Como un pequeño canon dentro de su gran canon, Sánchez Ron recomienda seis obras. Las tres primeras son, a su juicio, las más influyentes de carácter técnico. Las tres segundas tienen un carácter más generalista. Todas importantes en la historia de la ciencia.
◗ Elementos (siglo IV a. C.), de Euclides. Es una obra fundamental de las matemáticas en la que, estableciendo axiomas (“Un punto es lo que no tiene partes”) y desarrollando deducciones, Euclides sienta las bases de la geometría euclidiana (que por eso se llama así) en dos y tres dimensiones, es decir, en el espacio y en el plano.

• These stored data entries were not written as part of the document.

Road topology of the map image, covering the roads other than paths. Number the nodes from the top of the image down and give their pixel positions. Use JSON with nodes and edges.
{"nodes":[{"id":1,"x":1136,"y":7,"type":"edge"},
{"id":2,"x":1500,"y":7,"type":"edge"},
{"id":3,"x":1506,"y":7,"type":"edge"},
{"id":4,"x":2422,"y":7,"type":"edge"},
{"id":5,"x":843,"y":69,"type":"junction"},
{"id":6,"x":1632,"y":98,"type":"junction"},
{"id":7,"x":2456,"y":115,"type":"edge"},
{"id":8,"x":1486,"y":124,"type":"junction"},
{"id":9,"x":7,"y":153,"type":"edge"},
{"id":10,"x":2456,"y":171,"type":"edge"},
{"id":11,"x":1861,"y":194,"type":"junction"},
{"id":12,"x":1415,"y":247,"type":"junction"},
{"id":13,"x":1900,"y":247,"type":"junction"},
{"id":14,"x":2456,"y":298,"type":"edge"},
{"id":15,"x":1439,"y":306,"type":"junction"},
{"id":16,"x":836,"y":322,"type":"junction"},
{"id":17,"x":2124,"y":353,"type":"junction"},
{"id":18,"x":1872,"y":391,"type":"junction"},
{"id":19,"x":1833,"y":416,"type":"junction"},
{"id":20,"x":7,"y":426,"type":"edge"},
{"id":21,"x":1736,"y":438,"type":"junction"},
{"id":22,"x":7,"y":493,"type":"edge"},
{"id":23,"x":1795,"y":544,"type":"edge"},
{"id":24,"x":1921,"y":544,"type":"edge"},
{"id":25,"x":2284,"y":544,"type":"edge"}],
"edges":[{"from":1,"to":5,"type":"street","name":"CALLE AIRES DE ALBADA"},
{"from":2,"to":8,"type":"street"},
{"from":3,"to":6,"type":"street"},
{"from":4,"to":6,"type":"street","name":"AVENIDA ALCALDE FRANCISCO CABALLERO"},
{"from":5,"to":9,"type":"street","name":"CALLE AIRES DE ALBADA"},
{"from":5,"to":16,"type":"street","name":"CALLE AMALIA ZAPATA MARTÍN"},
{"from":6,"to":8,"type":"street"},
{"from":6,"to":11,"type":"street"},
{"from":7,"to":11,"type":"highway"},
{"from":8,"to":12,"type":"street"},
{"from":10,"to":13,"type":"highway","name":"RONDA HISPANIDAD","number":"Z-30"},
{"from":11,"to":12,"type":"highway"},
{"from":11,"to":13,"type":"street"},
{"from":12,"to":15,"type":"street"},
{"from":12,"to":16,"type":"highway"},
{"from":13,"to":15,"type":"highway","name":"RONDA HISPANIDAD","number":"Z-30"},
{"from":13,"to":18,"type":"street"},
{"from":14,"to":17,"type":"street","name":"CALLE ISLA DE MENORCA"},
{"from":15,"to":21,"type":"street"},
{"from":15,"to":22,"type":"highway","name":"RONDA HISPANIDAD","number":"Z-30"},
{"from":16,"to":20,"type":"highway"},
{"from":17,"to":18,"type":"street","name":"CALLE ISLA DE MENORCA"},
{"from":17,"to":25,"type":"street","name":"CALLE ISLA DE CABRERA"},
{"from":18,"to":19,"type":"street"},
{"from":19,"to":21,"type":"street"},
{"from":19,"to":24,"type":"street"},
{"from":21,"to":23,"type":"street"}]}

◗ Principia mathematica (1687),
de Isaac Newton. Con esta obra se establecen los principios de la física clásica y de la gravitación universal. Las manzanas que caen, la inercia de los cuerpos, la acción y la reacción. Se culmina la Revolución Científica de los siglos XVI y XVII. Este libro cambió la cosmovisión en Occidente e influyó en la Ilustración. Hasta la llegada de la física cuántica y la relatividad, a principios del siglo XX, fue la mejor explicación del mundo. Y no fue refutada: la nueva física era algo así como una ampliación de la de Newton.
◗ El origen de las especies (1859),
de Charles Darwin. En esta obra revolucionaria, Darwin propuso la teoría de la evolución por selección natural. Argumentaba que las especies evolucionan gradualmente a través de la competencia por la supervivencia y la reproducción, ideas que habían aflorado en su viaje a bordo del Beagle. Así cambió la autopercepción de la especie humana y su relación con Dios: ya no éramos el centro de la creación ni el centro del universo. El libro influyó incluso en teorías políticas contrapuestas como el darwinismo social o el marxismo. Desde entonces, ya no somos los mismos.

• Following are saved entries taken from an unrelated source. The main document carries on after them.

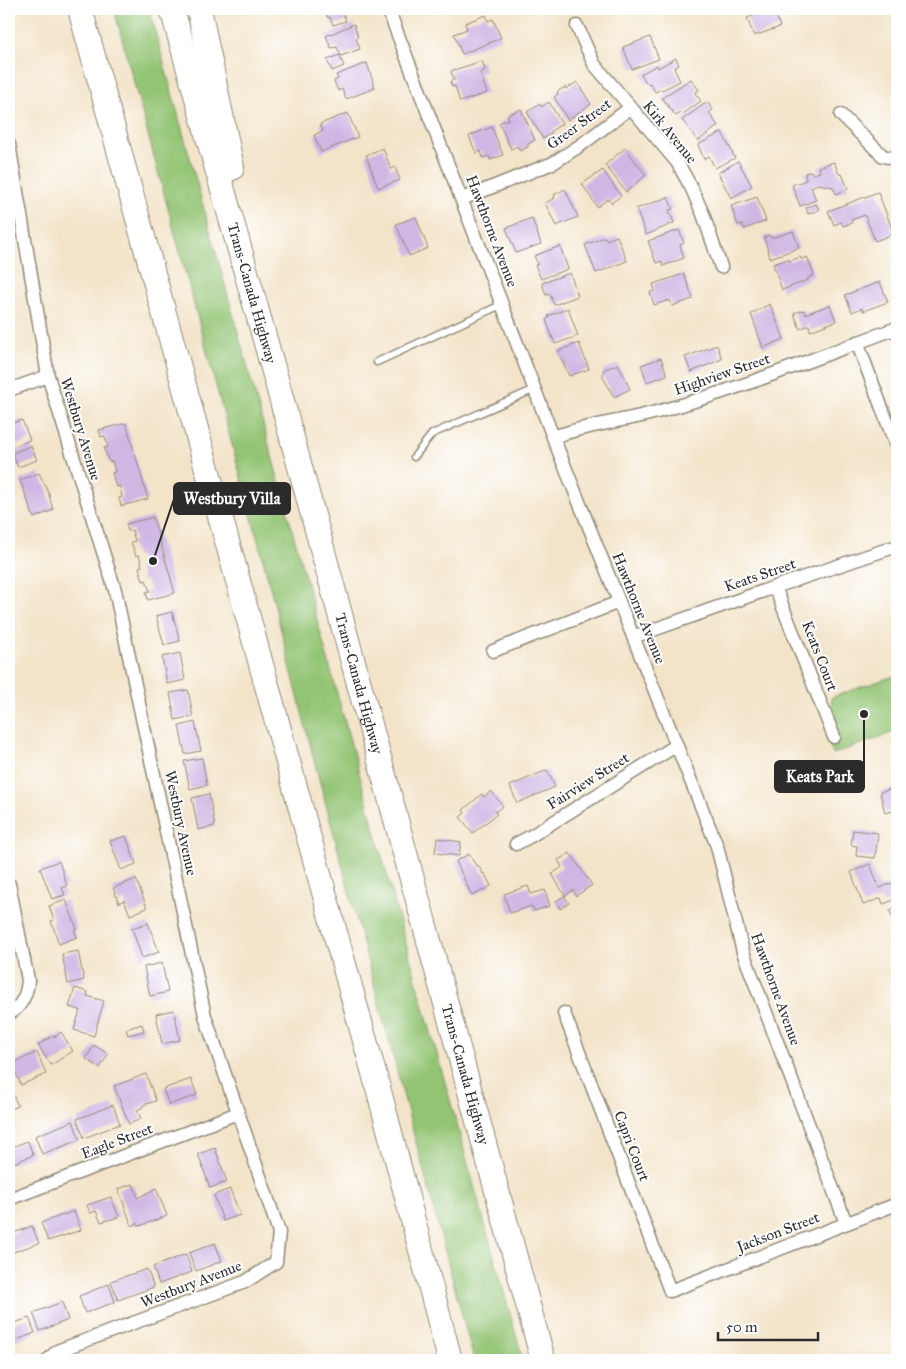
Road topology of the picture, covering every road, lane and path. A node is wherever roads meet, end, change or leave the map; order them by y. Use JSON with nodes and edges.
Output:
{"nodes":[{"id":1,"x":172,"y":9,"type":"edge"},
{"id":2,"x":199,"y":9,"type":"edge"},
{"id":3,"x":388,"y":9,"type":"edge"},
{"id":4,"x":81,"y":14,"type":"edge"},
{"id":5,"x":577,"y":26,"type":"dead end"},
{"id":6,"x":630,"y":108,"type":"junction"},
{"id":7,"x":841,"y":115,"type":"dead end"},
{"id":8,"x":9,"y":144,"type":"edge"},
{"id":9,"x":897,"y":159,"type":"edge"},
{"id":10,"x":462,"y":199,"type":"junction"},
{"id":11,"x":721,"y":267,"type":"dead end"},
{"id":12,"x":503,"y":304,"type":"junction"},
{"id":13,"x":897,"y":328,"type":"edge"},
{"id":14,"x":857,"y":342,"type":"junction"},
{"id":15,"x":377,"y":362,"type":"dead end"},
{"id":16,"x":273,"y":368,"type":"junction"},
{"id":17,"x":48,"y":376,"type":"junction"},
{"id":18,"x":535,"y":389,"type":"junction"},
{"id":19,"x":9,"y":390,"type":"edge"},
{"id":20,"x":553,"y":437,"type":"junction"},
{"id":21,"x":897,"y":448,"type":"edge"},
{"id":22,"x":414,"y":458,"type":"dead end"},
{"id":23,"x":897,"y":546,"type":"edge"},
{"id":24,"x":775,"y":587,"type":"junction"},
{"id":25,"x":619,"y":602,"type":"junction"},
{"id":26,"x":633,"y":637,"type":"junction"},
{"id":27,"x":493,"y":651,"type":"dead end"},
{"id":28,"x":834,"y":738,"type":"dead end"},
{"id":29,"x":677,"y":745,"type":"junction"},
{"id":30,"x":516,"y":844,"type":"dead end"},
{"id":31,"x":9,"y":884,"type":"edge"},
{"id":32,"x":564,"y":1013,"type":"dead end"},
{"id":33,"x":9,"y":1014,"type":"edge"},
{"id":34,"x":238,"y":1113,"type":"junction"},
{"id":35,"x":9,"y":1199,"type":"edge"},
{"id":36,"x":897,"y":1204,"type":"edge"},
{"id":37,"x":846,"y":1224,"type":"junction"},
{"id":38,"x":670,"y":1291,"type":"joint"},
{"id":39,"x":48,"y":1360,"type":"edge"},
{"id":40,"x":450,"y":1360,"type":"edge"},
{"id":41,"x":543,"y":1360,"type":"edge"}],
"edges":[{"from":1,"to":16,"type":"highway","name":"Trans-Canada Highway"},
{"from":2,"to":16,"type":"highway"},
{"from":3,"to":10,"type":"street","name":"Hawthorne Avenue"},
{"from":4,"to":40,"type":"highway"},
{"from":5,"to":6,"type":"street","name":"Kirk Avenue"},
{"from":6,"to":10,"type":"street","name":"Greer Street"},
{"from":6,"to":11,"type":"street","name":"Kirk Avenue"},
{"from":7,"to":9,"type":"street"},
{"from":8,"to":17,"type":"street","name":"Westbury Avenue"},
{"from":10,"to":12,"type":"street","name":"Hawthorne Avenue"},
{"from":12,"to":15,"type":"lane"},
{"from":12,"to":18,"type":"street","name":"Hawthorne Avenue"},
{"from":13,"to":14,"type":"street","name":"Highview Street"},
{"from":14,"to":20,"type":"street","name":"Highview Street"},
{"from":14,"to":21,"type":"street"},
{"from":16,"to":41,"type":"highway","name":"Trans-Canada Highway"},
{"from":17,"to":19,"type":"street"},
{"from":17,"to":34,"type":"street","name":"Westbury Avenue"},
{"from":18,"to":20,"type":"street","name":"Hawthorne Avenue"},
{"from":18,"to":22,"type":"lane"},
{"from":20,"to":25,"type":"street","name":"Hawthorne Avenue"},
{"from":23,"to":24,"type":"street","name":"Keats Street"},
{"from":24,"to":26,"type":"street","name":"Keats Street"},
{"from":24,"to":28,"type":"street","name":"Keats Court"},
{"from":25,"to":26,"type":"street","name":"Hawthorne Avenue"},
{"from":25,"to":27,"type":"street"},
{"from":26,"to":29,"type":"street","name":"Hawthorne Avenue"},
{"from":29,"to":30,"type":"street","name":"Fairview Street"},
{"from":29,"to":37,"type":"street","name":"Hawthorne Avenue"},
{"from":31,"to":33,"type":"street"},
{"from":32,"to":38,"type":"street","name":"Capri Court"},
{"from":34,"to":35,"type":"street","name":"Eagle Street"},
{"from":34,"to":39,"type":"street","name":"Westbury Avenue"},
{"from":36,"to":37,"type":"street","name":"Jackson Street"},
{"from":37,"to":38,"type":"street","name":"Jackson Street"}]}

◗ Primavera silenciosa (1962), de
Rachel Carson. Esta obra fue pionera en señalar las amenazas que el desarrollo humano ejerce sobre el medio ambiente y ayudó a generar conciencia ecológica. En particular, trata sobre los efectos devastadores de los pesticidas en el medio ambiente: los daños a la vida silvestre, a los ecosistemas y a la salud humana. Tuvo consecuencias palpables, al influir en la legislación sobre control de pesticidas.
Cosmos (1980), de Carl Sagan. ◗ Con un estilo poético y cercano, Sagan divulgó en este hermoso libro diferentes aspectos de la ciencia, no solo de la astronomía, sino también de la biología celular, de los grandes números, de la geometría o de la historia de la ciencia, al tiempo que luchaba contra las ideas pseudocientíficas, otra frente que obsesionó a Sagan durante toda su vida. La serie televisiva, coguionizada por su esposa Ann Druyan, convirtió a Sagan en el amable rostro global de la ciencia, gran divulgador y inspirador de vocaciones.

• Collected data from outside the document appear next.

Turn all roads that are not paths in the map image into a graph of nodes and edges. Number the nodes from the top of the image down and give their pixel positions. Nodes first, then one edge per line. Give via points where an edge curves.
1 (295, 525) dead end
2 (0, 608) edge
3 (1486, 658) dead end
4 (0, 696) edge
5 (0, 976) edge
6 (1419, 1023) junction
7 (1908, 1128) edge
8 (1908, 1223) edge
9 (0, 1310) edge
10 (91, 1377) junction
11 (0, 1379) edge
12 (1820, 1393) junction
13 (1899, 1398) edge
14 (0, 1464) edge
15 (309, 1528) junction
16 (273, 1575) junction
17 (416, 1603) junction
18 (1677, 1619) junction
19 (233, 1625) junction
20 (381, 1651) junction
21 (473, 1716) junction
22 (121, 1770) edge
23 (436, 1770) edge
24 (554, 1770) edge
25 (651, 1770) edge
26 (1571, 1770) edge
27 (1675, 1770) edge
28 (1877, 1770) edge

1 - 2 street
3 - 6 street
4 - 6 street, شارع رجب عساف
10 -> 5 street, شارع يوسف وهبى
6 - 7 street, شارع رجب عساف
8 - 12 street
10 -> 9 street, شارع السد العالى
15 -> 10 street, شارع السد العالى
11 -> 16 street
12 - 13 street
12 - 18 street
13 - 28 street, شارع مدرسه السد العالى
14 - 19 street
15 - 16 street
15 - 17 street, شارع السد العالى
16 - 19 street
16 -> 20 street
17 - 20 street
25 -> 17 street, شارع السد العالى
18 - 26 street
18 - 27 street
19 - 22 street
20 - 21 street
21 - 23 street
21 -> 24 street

◗ La falsa medida del hombre (1981), de Stephen Jay Gould. Esta obra examina cómo la teoría de la inteligencia, medida por el cociente intelectual (CI), ha sido utilizada para promover ideas racistas y sexistas. Gould muestra cómo las pruebas de inteligencia están influenciadas por prejuicios culturales y sociales, y critica que la inteligencia pueda ser reducida a un solo número. La mente humana es mucho más diversa y compleja.